The vortex only got it’s perspective after talking to David Futrelle

viola
13 years ago

@Shadow

David Futrelle is a small piece of fairy cake.

Xanthe
Xanthe
13 years ago

It is a truth universally acknowledged, that a single man in possession of a good fortune, must be in want of a David Futrelle.

Sarah
Sarah
13 years ago

David Futrelle knows the question.

captainbathrobe
captainbathrobe
13 years ago

The only thing worse than being David Futrelle is not being David Futrelle.

Moewicus
Moewicus
13 years ago

Who is John Galt?

David Futrelle.

captainbathrobe
captainbathrobe
13 years ago

I’ll be honest with you, I love his music. I do. I’m a David Futrelle fan. For my money, I don’t know if it gets any better than when he sings “When a Man Loves a Woman.”

SaruGoku
SaruGoku
13 years ago

David Futrelle kills 99% of all germs.

zhinxy
13 years ago

The Phantom of the Dave Futrelle is there, inside your mind!

Magpie
Magpie
13 years ago

Listen to David Futrelle! Stop it, or you’ll go blind!

Xanthe
Xanthe
13 years ago

I have invented an invaluable permanent invalid called Bunbury David Futrelle, in order that I may be able to go down into the country whenever I choose.

Explore Nature
13 years ago

The term of “Rape” is misusing by feminists for fighting against men and male sexuality today.

Xanthe
Xanthe
13 years ago

The term of “Explore Nature” is permanent incarceration for crimes against the English language. Judge Futrelle presiding.

Crumbelievable
Crumbelievable
13 years ago

I just checked out Explore Nature’s blog for the first time. It’s…quite odd. There’s a lot about Sri Lanka (which I’m guessing is where he’s from) and various videos of cute animals, and then occasionally some of the posts will mention feminism. I guess he’s an environmentalist who also really hates feminists, and decided to combine his deepest love and deepest hate on one blog.

Pecunium
13 years ago

David Futrelle made a mistake once, but it was better than anyone else’s correct response.

captainbathrobe
captainbathrobe
13 years ago

I love the smell of David Futrelle in the morning!

Wait…what?

Shadow
Shadow
13 years ago

@Explore Nature

That’s nice. Run along now. And stick to talking bout Lanka, you seem to do a decent job there at least.

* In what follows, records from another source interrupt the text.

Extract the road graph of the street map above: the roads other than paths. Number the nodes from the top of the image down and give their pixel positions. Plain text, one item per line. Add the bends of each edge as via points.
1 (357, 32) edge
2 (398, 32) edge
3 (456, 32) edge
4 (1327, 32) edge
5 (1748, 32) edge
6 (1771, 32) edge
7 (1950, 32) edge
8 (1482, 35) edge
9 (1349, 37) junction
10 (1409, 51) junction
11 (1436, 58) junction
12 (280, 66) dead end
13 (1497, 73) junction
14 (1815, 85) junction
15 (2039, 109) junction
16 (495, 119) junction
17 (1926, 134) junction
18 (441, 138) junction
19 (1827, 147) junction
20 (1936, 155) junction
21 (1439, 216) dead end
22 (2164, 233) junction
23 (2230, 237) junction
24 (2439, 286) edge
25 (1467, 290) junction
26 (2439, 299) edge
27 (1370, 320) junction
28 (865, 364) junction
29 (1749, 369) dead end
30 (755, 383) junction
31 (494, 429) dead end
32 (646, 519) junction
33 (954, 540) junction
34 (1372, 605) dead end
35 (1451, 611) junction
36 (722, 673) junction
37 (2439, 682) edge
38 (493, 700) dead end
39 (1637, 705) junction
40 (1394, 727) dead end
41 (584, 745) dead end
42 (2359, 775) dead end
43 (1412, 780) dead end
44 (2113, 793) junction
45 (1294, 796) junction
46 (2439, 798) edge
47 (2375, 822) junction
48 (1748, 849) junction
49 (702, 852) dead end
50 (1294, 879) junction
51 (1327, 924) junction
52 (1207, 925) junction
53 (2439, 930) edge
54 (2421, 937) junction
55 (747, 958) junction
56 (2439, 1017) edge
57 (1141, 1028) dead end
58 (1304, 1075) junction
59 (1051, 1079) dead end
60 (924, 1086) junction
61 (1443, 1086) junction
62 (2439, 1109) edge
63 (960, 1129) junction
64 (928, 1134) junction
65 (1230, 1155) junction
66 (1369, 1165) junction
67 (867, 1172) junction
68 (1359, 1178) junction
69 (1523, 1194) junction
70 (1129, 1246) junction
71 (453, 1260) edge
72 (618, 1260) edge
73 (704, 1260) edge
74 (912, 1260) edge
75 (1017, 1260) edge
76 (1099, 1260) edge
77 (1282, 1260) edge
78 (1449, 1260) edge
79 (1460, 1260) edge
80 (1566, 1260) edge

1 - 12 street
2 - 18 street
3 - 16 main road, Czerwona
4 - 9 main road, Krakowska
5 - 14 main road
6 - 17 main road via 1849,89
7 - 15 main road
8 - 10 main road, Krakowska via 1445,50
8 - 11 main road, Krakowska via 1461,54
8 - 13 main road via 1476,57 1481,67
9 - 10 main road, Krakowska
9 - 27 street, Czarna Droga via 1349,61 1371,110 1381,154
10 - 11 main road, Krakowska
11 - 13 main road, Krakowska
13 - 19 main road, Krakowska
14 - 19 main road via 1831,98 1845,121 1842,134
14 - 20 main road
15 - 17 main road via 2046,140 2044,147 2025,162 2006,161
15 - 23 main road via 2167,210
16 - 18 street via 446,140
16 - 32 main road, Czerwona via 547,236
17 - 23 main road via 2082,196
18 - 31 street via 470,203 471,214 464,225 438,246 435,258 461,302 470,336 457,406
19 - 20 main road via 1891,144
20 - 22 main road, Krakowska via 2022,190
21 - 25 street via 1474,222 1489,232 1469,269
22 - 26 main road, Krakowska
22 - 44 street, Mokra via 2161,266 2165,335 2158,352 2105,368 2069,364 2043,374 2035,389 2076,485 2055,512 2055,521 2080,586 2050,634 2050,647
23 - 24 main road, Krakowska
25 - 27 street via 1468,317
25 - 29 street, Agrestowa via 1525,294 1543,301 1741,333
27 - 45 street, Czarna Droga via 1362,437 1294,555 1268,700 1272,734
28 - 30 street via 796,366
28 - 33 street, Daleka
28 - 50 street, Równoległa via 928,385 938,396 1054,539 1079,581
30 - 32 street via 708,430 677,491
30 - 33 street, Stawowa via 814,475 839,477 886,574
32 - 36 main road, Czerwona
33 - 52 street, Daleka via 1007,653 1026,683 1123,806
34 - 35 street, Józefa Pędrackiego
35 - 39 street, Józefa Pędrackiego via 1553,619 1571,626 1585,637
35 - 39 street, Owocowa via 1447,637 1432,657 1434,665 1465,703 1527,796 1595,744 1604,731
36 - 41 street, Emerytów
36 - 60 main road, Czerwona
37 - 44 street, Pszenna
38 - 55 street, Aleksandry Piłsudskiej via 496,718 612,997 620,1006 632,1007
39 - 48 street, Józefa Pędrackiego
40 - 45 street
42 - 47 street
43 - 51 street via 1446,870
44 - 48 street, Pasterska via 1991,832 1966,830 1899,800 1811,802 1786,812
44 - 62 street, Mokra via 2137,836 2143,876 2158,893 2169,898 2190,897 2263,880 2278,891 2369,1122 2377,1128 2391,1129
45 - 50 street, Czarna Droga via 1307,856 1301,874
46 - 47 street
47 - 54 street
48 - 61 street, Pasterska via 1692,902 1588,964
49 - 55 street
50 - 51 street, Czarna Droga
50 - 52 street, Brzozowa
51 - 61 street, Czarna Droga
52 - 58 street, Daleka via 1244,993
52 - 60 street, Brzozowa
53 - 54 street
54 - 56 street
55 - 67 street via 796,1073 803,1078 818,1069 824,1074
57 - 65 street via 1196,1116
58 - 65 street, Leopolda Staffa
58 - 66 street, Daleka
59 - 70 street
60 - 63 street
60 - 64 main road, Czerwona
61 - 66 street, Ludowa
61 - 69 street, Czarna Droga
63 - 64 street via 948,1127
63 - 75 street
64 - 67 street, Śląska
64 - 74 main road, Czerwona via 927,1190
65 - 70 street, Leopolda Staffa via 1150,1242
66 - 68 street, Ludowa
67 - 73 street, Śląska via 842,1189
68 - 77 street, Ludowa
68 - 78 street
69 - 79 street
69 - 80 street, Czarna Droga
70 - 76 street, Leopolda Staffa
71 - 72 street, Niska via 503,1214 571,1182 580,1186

David Futrelle is the happiest place on Earth

Viscaria
Viscaria
13 years ago

David Futrelle understands what Explore Nature is on about.

Jake Hamby (@jhamby)
13 years ago

New commenter here. I’ve been reading this site since I found it from Pharyngula after “Elevatorgate” and I had to delurk to say:

There is a theory which states that if ever for any reason anyone discovers what exactly David Futrelle is for and why he is here he will instantly disappear and be replaced by something even more bizarre and inexplicable. There is another that states that this has already happened.

Xanthe
Xanthe
13 years ago

The Vogon Destructor Fleet didn’t demolish Earth to make way for a hyperspace bypass on account of David Futrelle telling them to bugger off, or he’d read them his poetry.

Sorka
Sorka
13 years ago

Stop! I command it! I am David Futrelle Futrelle! I’m the master of the Mathmos! I’ll destroy you with my positronic ray!

Rutee Katreya
13 years ago

David Futrelle understands what Explore Nature is on about.

That one’s easy enough. The argument, such as it is, is that we’re calling valid male sexuality ‘rape’ for some sort of nefarious end. Because you know, enthusiastic consent is a misandristic standard.

Moewicus
Moewicus
13 years ago

David Futrelle rejects your reality and substitutes his own.